WHAT THE TASK ASKS:
Reproduce every entry precisely as written.

Records from a data source
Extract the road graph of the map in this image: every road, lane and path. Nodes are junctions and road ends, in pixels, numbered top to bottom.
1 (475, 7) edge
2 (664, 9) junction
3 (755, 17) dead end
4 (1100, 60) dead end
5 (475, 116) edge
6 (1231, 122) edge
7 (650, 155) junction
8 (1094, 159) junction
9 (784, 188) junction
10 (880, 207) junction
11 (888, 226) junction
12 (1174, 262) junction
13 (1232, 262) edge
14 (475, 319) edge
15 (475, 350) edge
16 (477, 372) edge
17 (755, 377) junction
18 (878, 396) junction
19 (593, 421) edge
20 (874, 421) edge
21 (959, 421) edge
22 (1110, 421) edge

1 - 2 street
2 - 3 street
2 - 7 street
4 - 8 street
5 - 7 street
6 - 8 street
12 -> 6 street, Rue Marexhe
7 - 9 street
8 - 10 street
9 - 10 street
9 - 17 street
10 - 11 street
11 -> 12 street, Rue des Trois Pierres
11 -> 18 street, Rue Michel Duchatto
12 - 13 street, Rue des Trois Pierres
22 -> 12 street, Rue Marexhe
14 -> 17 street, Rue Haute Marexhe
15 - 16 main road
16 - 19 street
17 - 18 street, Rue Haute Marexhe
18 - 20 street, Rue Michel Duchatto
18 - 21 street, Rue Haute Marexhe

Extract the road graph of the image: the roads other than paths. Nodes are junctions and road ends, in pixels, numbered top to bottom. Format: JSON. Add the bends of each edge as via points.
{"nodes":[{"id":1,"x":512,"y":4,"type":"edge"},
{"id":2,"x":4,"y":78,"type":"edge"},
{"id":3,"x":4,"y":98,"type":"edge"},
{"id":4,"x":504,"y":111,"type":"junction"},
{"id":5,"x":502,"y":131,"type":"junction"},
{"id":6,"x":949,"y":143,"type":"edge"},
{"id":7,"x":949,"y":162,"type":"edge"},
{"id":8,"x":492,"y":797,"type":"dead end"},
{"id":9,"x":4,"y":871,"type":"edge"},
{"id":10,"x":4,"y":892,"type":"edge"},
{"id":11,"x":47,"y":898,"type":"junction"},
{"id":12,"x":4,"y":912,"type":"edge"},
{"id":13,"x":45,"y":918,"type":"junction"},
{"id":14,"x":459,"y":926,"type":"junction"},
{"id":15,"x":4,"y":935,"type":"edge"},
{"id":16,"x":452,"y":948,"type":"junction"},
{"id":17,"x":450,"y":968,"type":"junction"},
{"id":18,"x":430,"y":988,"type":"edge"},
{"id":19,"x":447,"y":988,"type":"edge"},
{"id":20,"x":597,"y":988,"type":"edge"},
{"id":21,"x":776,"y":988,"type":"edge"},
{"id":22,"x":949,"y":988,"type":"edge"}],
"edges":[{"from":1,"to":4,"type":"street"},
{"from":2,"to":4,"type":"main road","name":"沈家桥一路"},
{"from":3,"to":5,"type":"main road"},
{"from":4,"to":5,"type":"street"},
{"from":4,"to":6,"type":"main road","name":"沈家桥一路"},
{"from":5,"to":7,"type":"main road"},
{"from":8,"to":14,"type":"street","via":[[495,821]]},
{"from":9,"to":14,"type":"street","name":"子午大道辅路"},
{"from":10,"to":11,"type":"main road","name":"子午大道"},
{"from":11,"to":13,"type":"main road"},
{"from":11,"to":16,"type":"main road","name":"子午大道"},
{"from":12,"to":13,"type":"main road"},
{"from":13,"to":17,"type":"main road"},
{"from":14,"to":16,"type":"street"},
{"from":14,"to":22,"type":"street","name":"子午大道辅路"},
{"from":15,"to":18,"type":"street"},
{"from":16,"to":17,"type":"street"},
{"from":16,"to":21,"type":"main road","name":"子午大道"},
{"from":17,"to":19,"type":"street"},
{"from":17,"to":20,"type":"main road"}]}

REPLY TO THE EXERCISE:
Extract the road graph of the map in this image: every road, lane and path. Nodes are junctions and road ends, in pixels, numbered top to bottom.
1 (475, 7) edge
2 (664, 9) junction
3 (755, 17) dead end
4 (1100, 60) dead end
5 (475, 116) edge
6 (1231, 122) edge
7 (650, 155) junction
8 (1094, 159) junction
9 (784, 188) junction
10 (880, 207) junction
11 (888, 226) junction
12 (1174, 262) junction
13 (1232, 262) edge
14 (475, 319) edge
15 (475, 350) edge
16 (477, 372) edge
17 (755, 377) junction
18 (878, 396) junction
19 (593, 421) edge
20 (874, 421) edge
21 (959, 421) edge
22 (1110, 421) edge

1 - 2 street
2 - 3 street
2 - 7 street
4 - 8 street
5 - 7 street
6 - 8 street
12 -> 6 street, Rue Marexhe
7 - 9 street
8 - 10 street
9 - 10 street
9 - 17 street
10 - 11 street
11 -> 12 street, Rue des Trois Pierres
11 -> 18 street, Rue Michel Duchatto
12 - 13 street, Rue des Trois Pierres
22 -> 12 street, Rue Marexhe
14 -> 17 street, Rue Haute Marexhe
15 - 16 main road
16 - 19 street
17 - 18 street, Rue Haute Marexhe
18 - 20 street, Rue Michel Duchatto
18 - 21 street, Rue Haute Marexhe

Extract the road graph of the image: the roads other than paths. Nodes are junctions and road ends, in pixels, numbered top to bottom. Format: JSON. Add the bends of each edge as via points.
{"nodes":[{"id":1,"x":512,"y":4,"type":"edge"},
{"id":2,"x":4,"y":78,"type":"edge"},
{"id":3,"x":4,"y":98,"type":"edge"},
{"id":4,"x":504,"y":111,"type":"junction"},
{"id":5,"x":502,"y":131,"type":"junction"},
{"id":6,"x":949,"y":143,"type":"edge"},
{"id":7,"x":949,"y":162,"type":"edge"},
{"id":8,"x":492,"y":797,"type":"dead end"},
{"id":9,"x":4,"y":871,"type":"edge"},
{"id":10,"x":4,"y":892,"type":"edge"},
{"id":11,"x":47,"y":898,"type":"junction"},
{"id":12,"x":4,"y":912,"type":"edge"},
{"id":13,"x":45,"y":918,"type":"junction"},
{"id":14,"x":459,"y":926,"type":"junction"},
{"id":15,"x":4,"y":935,"type":"edge"},
{"id":16,"x":452,"y":948,"type":"junction"},
{"id":17,"x":450,"y":968,"type":"junction"},
{"id":18,"x":430,"y":988,"type":"edge"},
{"id":19,"x":447,"y":988,"type":"edge"},
{"id":20,"x":597,"y":988,"type":"edge"},
{"id":21,"x":776,"y":988,"type":"edge"},
{"id":22,"x":949,"y":988,"type":"edge"}],
"edges":[{"from":1,"to":4,"type":"street"},
{"from":2,"to":4,"type":"main road","name":"沈家桥一路"},
{"from":3,"to":5,"type":"main road"},
{"from":4,"to":5,"type":"street"},
{"from":4,"to":6,"type":"main road","name":"沈家桥一路"},
{"from":5,"to":7,"type":"main road"},
{"from":8,"to":14,"type":"street","via":[[495,821]]},
{"from":9,"to":14,"type":"street","name":"子午大道辅路"},
{"from":10,"to":11,"type":"main road","name":"子午大道"},
{"from":11,"to":13,"type":"main road"},
{"from":11,"to":16,"type":"main road","name":"子午大道"},
{"from":12,"to":13,"type":"main road"},
{"from":13,"to":17,"type":"main road"},
{"from":14,"to":16,"type":"street"},
{"from":14,"to":22,"type":"street","name":"子午大道辅路"},
{"from":15,"to":18,"type":"street"},
{"from":16,"to":17,"type":"street"},
{"from":16,"to":21,"type":"main road","name":"子午大道"},
{"from":17,"to":19,"type":"street"},
{"from":17,"to":20,"type":"main road"}]}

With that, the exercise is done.